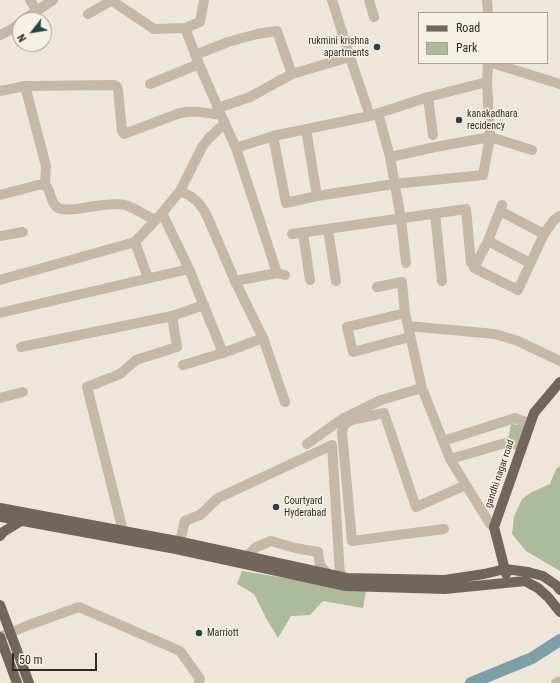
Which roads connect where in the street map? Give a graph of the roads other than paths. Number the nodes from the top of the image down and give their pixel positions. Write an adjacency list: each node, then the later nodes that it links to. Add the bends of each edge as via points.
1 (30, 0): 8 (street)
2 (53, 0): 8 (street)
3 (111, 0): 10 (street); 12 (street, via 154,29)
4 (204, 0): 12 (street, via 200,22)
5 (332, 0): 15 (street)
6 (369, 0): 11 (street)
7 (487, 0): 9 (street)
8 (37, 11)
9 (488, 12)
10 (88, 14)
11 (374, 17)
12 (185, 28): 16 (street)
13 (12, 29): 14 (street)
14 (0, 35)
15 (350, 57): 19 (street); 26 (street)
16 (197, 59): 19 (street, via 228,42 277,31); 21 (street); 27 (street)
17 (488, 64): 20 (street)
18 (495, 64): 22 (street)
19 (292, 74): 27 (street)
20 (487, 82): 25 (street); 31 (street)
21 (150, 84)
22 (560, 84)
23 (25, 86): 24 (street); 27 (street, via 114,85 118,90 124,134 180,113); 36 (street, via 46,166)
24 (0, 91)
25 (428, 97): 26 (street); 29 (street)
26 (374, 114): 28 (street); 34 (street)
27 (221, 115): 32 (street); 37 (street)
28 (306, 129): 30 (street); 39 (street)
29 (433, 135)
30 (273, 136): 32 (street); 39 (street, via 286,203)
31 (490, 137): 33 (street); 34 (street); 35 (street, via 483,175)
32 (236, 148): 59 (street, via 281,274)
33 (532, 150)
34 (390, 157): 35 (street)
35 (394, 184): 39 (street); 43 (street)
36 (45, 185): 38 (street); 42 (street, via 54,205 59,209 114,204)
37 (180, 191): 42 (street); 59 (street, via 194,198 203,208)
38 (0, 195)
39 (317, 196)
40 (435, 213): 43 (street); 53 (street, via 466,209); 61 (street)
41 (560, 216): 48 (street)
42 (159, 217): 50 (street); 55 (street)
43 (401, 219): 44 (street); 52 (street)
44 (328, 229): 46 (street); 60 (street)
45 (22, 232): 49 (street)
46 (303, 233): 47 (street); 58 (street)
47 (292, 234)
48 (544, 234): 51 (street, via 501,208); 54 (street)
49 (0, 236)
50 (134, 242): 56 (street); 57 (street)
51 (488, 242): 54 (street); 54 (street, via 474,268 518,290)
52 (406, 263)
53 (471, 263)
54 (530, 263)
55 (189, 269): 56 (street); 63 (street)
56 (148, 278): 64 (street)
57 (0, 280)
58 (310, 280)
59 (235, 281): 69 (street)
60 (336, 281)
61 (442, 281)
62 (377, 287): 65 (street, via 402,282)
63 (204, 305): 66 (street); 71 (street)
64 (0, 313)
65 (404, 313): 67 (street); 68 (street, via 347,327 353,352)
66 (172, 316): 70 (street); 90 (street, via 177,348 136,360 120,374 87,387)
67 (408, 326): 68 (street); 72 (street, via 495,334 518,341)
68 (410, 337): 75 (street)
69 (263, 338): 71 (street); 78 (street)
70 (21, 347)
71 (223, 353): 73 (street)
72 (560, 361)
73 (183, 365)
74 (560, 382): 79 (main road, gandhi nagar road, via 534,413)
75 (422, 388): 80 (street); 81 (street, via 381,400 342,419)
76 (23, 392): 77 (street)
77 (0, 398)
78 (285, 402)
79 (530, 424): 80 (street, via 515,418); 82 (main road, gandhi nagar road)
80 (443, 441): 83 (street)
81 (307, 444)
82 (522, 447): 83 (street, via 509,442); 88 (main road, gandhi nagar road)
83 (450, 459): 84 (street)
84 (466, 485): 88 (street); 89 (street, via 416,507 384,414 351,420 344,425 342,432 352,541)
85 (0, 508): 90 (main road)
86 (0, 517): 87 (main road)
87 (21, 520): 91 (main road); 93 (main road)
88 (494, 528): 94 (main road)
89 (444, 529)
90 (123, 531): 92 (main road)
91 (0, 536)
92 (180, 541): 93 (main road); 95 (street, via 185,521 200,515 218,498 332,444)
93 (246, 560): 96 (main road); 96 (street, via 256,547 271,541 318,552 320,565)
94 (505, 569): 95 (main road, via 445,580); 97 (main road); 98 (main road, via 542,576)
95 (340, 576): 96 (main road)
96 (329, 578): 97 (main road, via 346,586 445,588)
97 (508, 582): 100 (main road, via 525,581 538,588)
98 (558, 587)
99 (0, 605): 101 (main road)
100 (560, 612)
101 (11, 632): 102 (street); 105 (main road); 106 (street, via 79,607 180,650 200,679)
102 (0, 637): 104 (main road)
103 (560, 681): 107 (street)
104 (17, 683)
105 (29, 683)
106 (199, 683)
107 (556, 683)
▬▬▬
WHAT THE EXERCISE ASKS ::
Tally the lines in the records that contain the word "gandhi"; the answer is that number and nothing more.

EXERCISE ANSWER ::
3